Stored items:
++++++++

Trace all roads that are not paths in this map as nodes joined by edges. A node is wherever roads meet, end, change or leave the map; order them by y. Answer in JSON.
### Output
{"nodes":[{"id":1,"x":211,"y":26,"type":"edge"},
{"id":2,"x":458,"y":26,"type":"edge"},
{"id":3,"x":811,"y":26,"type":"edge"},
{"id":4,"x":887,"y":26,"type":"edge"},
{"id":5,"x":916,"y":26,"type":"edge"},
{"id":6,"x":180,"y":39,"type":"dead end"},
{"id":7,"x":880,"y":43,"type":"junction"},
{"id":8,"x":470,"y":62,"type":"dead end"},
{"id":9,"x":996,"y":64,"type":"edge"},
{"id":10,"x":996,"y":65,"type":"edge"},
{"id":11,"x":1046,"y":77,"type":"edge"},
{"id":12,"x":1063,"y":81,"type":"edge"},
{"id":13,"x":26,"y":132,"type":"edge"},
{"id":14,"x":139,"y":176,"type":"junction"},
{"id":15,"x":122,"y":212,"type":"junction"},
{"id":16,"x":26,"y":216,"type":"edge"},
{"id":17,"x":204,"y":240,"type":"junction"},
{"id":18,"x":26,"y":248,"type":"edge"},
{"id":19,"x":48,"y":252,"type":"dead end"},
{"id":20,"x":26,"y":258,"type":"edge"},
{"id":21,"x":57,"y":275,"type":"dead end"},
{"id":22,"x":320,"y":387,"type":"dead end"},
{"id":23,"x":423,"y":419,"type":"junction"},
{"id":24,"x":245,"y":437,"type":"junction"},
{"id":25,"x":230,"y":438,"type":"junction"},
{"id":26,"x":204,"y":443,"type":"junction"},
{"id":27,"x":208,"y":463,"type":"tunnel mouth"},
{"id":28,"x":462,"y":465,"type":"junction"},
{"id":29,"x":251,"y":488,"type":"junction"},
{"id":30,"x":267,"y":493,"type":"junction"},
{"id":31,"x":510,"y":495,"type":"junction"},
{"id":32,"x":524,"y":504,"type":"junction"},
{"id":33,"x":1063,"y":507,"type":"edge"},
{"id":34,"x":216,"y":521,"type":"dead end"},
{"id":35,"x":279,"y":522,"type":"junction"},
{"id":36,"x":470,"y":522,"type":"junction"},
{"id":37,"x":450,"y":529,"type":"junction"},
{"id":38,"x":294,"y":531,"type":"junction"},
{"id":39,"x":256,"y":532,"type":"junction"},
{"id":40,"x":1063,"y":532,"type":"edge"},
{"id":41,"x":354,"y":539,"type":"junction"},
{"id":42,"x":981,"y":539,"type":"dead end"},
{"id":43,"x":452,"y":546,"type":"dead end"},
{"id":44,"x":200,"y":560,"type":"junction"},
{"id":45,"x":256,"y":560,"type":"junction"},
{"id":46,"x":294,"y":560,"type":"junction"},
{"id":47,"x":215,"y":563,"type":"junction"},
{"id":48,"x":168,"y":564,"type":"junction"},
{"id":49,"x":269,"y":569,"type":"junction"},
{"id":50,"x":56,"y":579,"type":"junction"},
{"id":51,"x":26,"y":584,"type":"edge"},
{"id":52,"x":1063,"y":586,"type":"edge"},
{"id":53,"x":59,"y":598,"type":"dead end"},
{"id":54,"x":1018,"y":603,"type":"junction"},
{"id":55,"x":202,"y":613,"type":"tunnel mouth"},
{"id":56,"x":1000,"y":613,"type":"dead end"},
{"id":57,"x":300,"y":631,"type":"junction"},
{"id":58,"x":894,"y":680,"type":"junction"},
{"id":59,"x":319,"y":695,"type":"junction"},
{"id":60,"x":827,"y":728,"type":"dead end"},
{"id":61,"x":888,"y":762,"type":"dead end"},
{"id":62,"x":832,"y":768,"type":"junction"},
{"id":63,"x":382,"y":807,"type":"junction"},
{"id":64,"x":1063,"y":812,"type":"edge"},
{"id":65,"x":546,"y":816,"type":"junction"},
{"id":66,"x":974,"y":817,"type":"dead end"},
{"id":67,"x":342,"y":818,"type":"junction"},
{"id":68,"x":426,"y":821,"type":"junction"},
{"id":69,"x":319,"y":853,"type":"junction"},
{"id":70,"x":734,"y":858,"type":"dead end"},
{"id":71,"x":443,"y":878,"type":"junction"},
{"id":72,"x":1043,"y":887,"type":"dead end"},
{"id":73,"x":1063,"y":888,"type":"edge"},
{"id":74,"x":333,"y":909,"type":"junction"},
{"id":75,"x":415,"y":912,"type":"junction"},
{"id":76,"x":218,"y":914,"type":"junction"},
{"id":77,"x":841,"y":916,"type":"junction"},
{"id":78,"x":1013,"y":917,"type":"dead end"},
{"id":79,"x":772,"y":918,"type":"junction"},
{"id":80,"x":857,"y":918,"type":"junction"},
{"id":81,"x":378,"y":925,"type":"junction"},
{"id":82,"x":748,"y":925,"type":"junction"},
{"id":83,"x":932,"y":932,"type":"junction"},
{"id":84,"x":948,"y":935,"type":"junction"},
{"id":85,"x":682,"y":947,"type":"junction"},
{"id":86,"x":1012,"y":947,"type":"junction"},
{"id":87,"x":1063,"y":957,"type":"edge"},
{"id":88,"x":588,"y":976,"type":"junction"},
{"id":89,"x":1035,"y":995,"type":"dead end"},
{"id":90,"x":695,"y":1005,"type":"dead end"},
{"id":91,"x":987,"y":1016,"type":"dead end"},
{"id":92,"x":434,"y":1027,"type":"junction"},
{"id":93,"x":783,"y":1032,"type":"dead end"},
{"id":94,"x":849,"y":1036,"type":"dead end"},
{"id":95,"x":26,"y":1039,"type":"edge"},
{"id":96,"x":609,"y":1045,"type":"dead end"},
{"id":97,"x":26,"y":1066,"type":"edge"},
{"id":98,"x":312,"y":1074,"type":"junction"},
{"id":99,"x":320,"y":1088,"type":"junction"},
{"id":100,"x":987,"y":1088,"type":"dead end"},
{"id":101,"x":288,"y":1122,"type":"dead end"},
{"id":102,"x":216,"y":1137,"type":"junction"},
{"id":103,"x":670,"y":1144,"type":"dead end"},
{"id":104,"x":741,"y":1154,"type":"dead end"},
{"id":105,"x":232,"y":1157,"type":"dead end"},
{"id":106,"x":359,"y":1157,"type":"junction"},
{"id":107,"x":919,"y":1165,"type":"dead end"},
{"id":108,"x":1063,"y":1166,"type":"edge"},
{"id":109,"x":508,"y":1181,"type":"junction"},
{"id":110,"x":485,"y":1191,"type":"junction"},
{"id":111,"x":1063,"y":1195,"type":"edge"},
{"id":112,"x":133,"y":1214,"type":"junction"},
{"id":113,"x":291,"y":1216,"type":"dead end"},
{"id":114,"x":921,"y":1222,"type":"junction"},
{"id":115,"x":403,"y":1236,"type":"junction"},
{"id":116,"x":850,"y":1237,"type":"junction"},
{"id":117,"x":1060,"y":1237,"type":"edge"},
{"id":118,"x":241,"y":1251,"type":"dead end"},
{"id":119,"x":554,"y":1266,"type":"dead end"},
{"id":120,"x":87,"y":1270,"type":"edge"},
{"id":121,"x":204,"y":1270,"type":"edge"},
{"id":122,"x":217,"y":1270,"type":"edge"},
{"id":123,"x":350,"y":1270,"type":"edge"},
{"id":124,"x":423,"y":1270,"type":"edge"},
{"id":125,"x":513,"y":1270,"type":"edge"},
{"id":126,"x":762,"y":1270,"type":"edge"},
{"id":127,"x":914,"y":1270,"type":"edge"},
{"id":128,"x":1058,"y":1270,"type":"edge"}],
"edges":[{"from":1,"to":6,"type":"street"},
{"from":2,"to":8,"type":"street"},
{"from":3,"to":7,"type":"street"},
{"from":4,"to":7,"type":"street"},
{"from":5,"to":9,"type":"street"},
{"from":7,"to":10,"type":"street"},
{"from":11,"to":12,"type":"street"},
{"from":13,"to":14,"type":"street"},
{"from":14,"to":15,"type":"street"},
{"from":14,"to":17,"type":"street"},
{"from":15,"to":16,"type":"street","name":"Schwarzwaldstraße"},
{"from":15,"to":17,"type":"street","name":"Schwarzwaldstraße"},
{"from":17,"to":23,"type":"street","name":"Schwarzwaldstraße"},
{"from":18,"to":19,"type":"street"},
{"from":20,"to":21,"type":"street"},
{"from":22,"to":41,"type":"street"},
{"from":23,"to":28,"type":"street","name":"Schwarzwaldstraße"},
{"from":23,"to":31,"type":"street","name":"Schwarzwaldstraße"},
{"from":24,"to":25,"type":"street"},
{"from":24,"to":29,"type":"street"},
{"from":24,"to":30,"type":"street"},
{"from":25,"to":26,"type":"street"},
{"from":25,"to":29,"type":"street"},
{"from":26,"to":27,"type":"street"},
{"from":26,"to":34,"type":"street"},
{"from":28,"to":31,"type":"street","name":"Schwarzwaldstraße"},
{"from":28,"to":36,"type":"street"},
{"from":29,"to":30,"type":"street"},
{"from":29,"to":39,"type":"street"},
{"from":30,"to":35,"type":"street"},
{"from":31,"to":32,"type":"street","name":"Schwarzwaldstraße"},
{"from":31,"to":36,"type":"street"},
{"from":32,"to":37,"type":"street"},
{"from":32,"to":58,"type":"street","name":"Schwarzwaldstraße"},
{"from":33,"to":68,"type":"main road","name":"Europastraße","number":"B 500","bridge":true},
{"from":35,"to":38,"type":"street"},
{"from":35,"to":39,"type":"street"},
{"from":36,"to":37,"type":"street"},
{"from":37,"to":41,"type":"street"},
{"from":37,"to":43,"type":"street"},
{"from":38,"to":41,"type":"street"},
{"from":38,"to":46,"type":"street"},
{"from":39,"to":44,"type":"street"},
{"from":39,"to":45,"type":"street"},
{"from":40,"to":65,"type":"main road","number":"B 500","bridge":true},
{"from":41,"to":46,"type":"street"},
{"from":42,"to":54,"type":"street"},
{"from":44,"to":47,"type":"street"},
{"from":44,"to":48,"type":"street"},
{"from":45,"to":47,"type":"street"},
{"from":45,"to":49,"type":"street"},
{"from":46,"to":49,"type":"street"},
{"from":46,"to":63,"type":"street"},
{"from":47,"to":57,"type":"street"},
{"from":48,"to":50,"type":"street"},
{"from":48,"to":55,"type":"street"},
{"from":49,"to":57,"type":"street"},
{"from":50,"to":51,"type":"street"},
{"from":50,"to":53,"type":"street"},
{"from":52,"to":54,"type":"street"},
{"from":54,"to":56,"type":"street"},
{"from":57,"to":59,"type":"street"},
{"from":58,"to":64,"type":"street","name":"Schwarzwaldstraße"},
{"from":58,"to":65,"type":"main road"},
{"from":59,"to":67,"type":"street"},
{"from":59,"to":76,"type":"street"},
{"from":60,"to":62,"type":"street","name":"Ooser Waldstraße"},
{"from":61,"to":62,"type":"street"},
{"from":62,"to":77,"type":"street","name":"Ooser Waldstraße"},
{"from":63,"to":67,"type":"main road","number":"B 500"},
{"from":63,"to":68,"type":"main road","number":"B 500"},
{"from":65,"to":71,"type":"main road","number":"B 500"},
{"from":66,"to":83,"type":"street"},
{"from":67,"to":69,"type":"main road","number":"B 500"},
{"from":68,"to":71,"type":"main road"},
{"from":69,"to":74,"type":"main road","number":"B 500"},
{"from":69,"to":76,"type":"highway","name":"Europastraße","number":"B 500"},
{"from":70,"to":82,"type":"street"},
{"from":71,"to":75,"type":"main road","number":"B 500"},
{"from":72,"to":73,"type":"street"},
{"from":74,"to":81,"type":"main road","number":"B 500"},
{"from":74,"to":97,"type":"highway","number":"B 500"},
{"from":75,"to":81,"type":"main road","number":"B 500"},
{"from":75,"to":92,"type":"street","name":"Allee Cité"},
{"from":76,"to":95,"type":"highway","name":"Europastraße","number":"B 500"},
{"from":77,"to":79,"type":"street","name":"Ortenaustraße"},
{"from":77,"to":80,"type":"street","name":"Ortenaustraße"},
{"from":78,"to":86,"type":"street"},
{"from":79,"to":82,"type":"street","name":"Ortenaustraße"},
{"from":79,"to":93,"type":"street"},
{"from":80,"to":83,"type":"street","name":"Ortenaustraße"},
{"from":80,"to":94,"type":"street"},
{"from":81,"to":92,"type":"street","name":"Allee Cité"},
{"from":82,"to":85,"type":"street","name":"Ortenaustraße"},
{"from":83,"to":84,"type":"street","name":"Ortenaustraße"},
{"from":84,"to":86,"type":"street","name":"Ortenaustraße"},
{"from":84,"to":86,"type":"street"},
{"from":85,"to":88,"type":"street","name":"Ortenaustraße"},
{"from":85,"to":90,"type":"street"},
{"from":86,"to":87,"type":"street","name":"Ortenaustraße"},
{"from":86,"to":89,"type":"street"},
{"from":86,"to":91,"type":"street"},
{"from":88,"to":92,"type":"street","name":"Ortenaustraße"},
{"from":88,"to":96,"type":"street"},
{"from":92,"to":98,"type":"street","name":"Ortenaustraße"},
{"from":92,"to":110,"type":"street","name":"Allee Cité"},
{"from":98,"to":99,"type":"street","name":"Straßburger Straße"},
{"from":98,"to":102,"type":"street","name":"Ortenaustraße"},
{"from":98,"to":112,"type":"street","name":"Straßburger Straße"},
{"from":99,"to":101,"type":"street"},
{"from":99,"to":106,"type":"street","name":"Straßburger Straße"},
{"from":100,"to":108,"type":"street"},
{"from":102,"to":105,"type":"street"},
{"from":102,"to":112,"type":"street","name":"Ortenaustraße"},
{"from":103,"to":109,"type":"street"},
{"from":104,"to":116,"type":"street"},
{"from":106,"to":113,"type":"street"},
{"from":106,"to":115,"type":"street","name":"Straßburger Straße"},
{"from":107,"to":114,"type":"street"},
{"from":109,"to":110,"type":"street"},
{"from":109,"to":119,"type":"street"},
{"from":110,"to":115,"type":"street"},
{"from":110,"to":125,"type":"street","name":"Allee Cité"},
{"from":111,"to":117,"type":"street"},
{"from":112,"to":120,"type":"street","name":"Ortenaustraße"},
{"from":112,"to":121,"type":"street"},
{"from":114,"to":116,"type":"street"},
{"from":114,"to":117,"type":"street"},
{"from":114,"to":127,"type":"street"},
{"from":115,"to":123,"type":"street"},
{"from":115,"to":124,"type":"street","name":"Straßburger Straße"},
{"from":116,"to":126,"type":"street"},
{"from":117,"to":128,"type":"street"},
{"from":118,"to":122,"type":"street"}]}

++++++++

== Task to complete ==
Scan the entries for the word "Europastraße". Report each line that has it.

== Your response ==
{"from":33,"to":68,"type":"main road","name":"Europastraße","number":"B 500","bridge":true},
{"from":69,"to":76,"type":"highway","name":"Europastraße","number":"B 500"},
{"from":76,"to":95,"type":"highway","name":"Europastraße","number":"B 500"},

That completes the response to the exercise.